4.) Failed to apply their own previous decision in Dow Agrosciences LLC v. Bates, 332 F. 3d 323, 332-333 (CA5 2003). Sotomayor reminded the five, “This Court explicitly rejected the notion that because design-defect liability might lead a manufacturer to make a label change, it meant that the State’s design-defect claim imposed a requirement for labeling on packaging. The majority contends that this case is different because the duty to redesign sulindac’s label was an element of New Hampshire’s design-defect law. Ante, at 19. But it is not.” It’s hard to write historical facts, and point out inexplicable contradiction, in language any plainer than that.
5. Failed to defer to the intent of Congress, which is the first consideration in any preemption argument, just as they failed to defer to congress in Mensing. Like PLIVA before it, Mutual argued that the Hatch-Waxman Amendments of 1984 left them free of liability for any of their products. Henry Waxman himself wrote an amicus brief in Mensing and another one in Bartlett, explaining to the high court how congress has always known how to preempt state tort suits when it deems that step necessary. Waxman weighed in both times heavily on the side of people hurt by dangerous drugs. Short of another amendment, and everyone knows just how difficult it can be to pass a new amendment for any reason in Washington D.C., it is difficult to imagine more explicit evidence to show congressional intent.

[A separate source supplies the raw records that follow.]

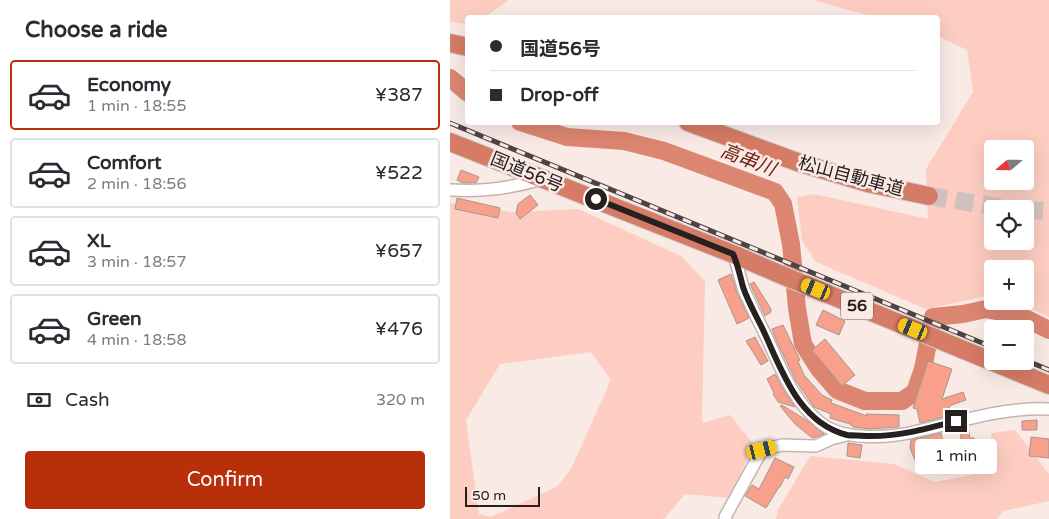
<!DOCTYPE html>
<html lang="en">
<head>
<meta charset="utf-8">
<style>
	:root { --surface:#fff; --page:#f2f2f3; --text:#2b2b33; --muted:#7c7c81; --line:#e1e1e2; --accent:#b92f09 }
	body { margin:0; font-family:"Varela Round","Noto Sans JP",sans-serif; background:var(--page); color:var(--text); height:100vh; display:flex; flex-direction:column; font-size:19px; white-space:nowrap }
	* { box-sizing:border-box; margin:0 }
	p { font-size:16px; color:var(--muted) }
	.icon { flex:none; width:28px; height:28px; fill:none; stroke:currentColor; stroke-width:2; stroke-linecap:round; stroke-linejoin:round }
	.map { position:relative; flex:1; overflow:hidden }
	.side { display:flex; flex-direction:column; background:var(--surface); width:450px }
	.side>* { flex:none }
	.guide { position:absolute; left:15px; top:15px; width:475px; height:110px; border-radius:5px; box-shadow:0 5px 20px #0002; display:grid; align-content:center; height:110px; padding:0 25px; background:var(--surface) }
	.needle { width:32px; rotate:250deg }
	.tools { position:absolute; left:534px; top:140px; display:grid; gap:10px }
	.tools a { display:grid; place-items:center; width:50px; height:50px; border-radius:5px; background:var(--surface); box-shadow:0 5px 20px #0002; font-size:25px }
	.scale { position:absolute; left:15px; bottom:12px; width:75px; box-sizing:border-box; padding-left:5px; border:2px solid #26201f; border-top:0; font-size:14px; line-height:18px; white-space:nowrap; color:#26201f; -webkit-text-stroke:4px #f9eae6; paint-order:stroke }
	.end { position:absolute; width:22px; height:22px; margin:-11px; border:6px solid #26201f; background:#fff; box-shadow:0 0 0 2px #fff }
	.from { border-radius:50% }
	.bubble { position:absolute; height:35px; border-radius:5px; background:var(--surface); box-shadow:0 5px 20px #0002; font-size:16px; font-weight:600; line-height:35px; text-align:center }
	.car { position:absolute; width:15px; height:30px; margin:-15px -8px; border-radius:6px; box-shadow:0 0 4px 1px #0007; background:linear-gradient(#f5c518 24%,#345 0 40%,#f5c518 0 76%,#345 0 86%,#f5c518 0) }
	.guide b { display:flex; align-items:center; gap:18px; height:48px; font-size:19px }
	.guide b+b { border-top:1px solid var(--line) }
	.guide i { width:12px; height:12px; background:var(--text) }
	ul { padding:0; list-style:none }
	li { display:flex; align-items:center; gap:15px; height:70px; margin:0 10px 8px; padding:0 15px; border:2px solid var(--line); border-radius:5px }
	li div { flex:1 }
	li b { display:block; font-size:19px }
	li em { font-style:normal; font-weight:600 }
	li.current { border-color:var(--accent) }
	li>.icon { width:45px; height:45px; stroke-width:1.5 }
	h2 { padding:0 25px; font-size:22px; line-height:60px }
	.pay { display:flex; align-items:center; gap:12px; height:55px; padding:0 25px; font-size:19px }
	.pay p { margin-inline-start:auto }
	.action { display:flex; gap:10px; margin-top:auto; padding:10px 25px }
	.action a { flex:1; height:58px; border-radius:5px; background:var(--accent); color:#fff; font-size:20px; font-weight:600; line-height:58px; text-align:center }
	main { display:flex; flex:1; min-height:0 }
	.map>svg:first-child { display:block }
	.green { fill:#fdcdc1; fill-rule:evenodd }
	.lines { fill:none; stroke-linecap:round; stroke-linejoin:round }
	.river { stroke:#dc8671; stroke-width:18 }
	.building { fill:#f8a08b; stroke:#a59793 }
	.highway-tunnel { stroke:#cfc2be; stroke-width:18; stroke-dasharray:18 9; stroke-linecap:butt }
	.minor-casing { stroke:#c3b4b0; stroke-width:14 }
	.highway-casing { stroke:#cfcece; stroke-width:20 }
	.minor { stroke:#fff; stroke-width:11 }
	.highway { stroke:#d67b66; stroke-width:18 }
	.rail-casing { stroke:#4c4443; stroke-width:5 }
	.rail { stroke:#f9eae6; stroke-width:3; stroke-dasharray:9; stroke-linecap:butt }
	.route { stroke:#26201f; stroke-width:6 }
	.labels { text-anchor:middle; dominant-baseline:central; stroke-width:5; stroke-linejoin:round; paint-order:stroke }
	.shield { fill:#f9eae6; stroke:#655d5b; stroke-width:1 }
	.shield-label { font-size:16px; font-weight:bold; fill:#26201f }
	.street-label { font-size:18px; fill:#26201f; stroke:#f9eae6 }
	.water-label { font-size:19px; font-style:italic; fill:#6e210f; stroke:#f9eae6 }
</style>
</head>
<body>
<main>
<section class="side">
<h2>Choose a ride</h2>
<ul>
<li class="current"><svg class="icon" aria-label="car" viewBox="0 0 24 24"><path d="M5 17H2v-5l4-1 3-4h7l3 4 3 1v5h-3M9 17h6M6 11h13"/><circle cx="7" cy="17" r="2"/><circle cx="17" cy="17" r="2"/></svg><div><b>Economy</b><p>1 min · 18:55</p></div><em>¥387</em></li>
<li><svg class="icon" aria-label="car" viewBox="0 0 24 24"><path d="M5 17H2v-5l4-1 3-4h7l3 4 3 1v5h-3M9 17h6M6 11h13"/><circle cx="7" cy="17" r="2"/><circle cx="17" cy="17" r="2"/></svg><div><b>Comfort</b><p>2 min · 18:56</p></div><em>¥522</em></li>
<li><svg class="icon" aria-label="car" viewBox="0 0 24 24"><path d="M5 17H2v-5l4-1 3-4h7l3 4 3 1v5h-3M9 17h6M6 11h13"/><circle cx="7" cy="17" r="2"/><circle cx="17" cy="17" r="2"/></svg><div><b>XL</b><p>3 min · 18:57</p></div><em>¥657</em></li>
<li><svg class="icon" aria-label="car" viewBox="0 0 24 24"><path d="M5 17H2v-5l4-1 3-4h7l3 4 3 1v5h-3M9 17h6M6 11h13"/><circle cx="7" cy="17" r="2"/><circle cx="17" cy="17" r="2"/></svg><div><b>Green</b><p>4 min · 18:58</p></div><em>¥476</em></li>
</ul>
<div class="pay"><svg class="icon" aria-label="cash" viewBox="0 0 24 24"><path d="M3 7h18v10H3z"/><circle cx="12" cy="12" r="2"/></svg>Cash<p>320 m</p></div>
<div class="action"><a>Confirm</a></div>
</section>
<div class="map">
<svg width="599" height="519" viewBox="0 0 599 519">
	<rect width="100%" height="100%" fill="#f9eae6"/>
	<path class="green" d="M 0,0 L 59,0 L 35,17 L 18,18 L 17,24 L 0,22 Z
		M 363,0 L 599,0 L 599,317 L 565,301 L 575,301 L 575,269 L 542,269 L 542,295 L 476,309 L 366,262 L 352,241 L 347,197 L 364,194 L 478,219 L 476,169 L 523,92 L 517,50 L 488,36 L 488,18 L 424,17 ZM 542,149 L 575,149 L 575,181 L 542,181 ZM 542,209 L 575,209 L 575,241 L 542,241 Z
		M 0,203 L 62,212 L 128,209 L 231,256 L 255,281 L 252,423 L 280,415 L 304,445 L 279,498 L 235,494 L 214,519 L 0,519 ZM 141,352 L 161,380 L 121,469 L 108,486 L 41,517 L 29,514 L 16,420 L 50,364 Z
		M 565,430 L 599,474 L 599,501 L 553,511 L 547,519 L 326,519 L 328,510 L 360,456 L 444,464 L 485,482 L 531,473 L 542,433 Z"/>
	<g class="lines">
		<path class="river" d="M 0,78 L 18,93
			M 70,122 L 117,137 L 174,141 L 214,151 L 325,192 L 333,204 L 341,244 L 347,308 L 353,344 L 369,369 L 387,390 L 415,401 L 452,401 L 465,392 L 473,369 L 483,317 L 513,314 L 536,309 L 571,316 L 599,330"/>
	</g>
	<path class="building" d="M 11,170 L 29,177 L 26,183 L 13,183 L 7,180 Z
		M 80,195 L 88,205 L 70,219 L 66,213 L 68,204 Z
		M 7,198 L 50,208 L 48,218 L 5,209 Z
		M 281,274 L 287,293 L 299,318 L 287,324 L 268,280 Z
		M 304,282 L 321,309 L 321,312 L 315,316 L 300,284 Z
		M 373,310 L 395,321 L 389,335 L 366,325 Z
		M 333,325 L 350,360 L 348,361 L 354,375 L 372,395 L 382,400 L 381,403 L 417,416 L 416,414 L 449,415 L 449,427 L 419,429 L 403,427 L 400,424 L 380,418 L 381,414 L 364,407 L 346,381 L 327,342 L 322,329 Z
		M 305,337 L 318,361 L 311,365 L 296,341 Z
		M 375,339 L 405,375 L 392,386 L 362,350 Z
		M 478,361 L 502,369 L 492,399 L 513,392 L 516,400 L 499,406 L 501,415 L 470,423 L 467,409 L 463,408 Z
		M 325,374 L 333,389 L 345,407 L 328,402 L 323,394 L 324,393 L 317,379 Z
		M 332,405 L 359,422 L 374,434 L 364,438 L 361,437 L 345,424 L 330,406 Z
		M 587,420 L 587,430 L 572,430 L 572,421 Z
		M 518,427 L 520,438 L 524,438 L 523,456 L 529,457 L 528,469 L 489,465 L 487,451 L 465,460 L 460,448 L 461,440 L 491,433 L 495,448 L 510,446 L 511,433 L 500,431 Z
		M 581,437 L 599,439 L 599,458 L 579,456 Z
		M 398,443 L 412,445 L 410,458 L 397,456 Z
		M 325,458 L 344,467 L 338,479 L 335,477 L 330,487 L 329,487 L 316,508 L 295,496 L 302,485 L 309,489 Z"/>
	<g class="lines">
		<path class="highway-tunnel" d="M 479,196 L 561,209
			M 575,210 L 599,211"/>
		<defs>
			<path id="minor" d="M 0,190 C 32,192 62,188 92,179
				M 283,254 C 288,266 290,279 294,290 C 301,306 309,322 317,338 C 331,369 344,403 372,424 C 395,441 441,438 468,431 C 511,421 554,407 599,409
				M 276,519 L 275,517 L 312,450 L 332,445 L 366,446 L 381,439 L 397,435"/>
			<path id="highway" d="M 0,43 L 18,47
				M 238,122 L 350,163 L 417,183 L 479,196
				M 0,142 L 283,254 L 334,276 L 599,385"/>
		</defs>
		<use href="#minor" class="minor-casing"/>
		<use href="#highway" class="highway-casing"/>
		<use href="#minor" class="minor"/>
		<use href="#highway" class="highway"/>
		<defs>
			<path id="rail" d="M 0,123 L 542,347
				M 575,360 L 599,370"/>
		</defs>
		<use href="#rail" class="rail-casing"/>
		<use href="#rail" class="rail"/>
	</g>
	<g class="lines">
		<path class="route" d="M 146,199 L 283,254 C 288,265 290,276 293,287 C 298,302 307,317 314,332 C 332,371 349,423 397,435 C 403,436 410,435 416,436 C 447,437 476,429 506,421"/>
	</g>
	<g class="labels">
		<rect class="shield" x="391" y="292.5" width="32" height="27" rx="4"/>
		<g class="shield-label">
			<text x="407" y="306">56</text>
		</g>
		<g class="street-label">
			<text transform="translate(77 172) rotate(22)">国道56号</text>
			<text transform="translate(401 176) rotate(15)">松山自動車道</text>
		</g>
		<g class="water-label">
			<text transform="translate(298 160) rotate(21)">高串川</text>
		</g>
	</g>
</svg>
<div class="tools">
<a><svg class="needle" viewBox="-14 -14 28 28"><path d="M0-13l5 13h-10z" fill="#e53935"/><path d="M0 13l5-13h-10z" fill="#7c7c81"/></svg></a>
<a><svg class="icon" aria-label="locate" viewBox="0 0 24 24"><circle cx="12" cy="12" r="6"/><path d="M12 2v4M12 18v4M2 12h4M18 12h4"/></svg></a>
<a>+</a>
<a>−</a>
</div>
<div class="scale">50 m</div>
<i class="end from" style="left:146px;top:199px"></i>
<i class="end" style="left:506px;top:421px"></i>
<div class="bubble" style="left:465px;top:439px;width:82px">1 min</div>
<i class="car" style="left:366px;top:289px;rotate:292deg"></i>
<i class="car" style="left:463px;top:329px;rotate:292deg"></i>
<i class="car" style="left:312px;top:450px;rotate:76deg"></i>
<div class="guide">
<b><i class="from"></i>国道56号</b>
<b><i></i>Drop-off</b>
</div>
</div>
</main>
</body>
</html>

As we wrote in this blog in Dec. 2012, the Roberts court has again and again supported corporations in battles against citizens.
Supreme Court for the 1% (from Dec. 2012)
Among its accomplishments in steering America toward total corporate domination, the Roberts court has voted 5-4 (the same five appointees every time: Roberts, Scalia, Alito, Thomas, Kennedy) to shield generic drug makers from liability (PLIVA v. Mensing, 2011); voted to shield medical device makers from liability (Riegel v. Medtronic, 2008); voted to give Exxon an essentially free pass for destroying the lives, livelihoods and environments of 30,000 people along with countless animals and marine life (Exxon Shipping v. Baker, 2008); voted to allow corporations to pollute the water of at least 117 million americans with impunity and to escape EPA investigations (Solid Waste Agency of Northern Cook County v. U.S. Army Corps of Engineers, 2001; and Rapanos v. United States, 2006); voted to overturn a century of antitrust law prohibiting price fixing by retailers (Leegin Creative Leather Products, Inc. v. PSKS, Inc., 2007); voted to put U.S. state, local and national elections up for sale to the highest bidders, be they corporations foreign or domestic (Citizens United v. FEC , 2010); voted to make it easier for corporations to discriminate against women and the elderly (Ledbetter v. Goodyear, 2007); and the dreary list goes on.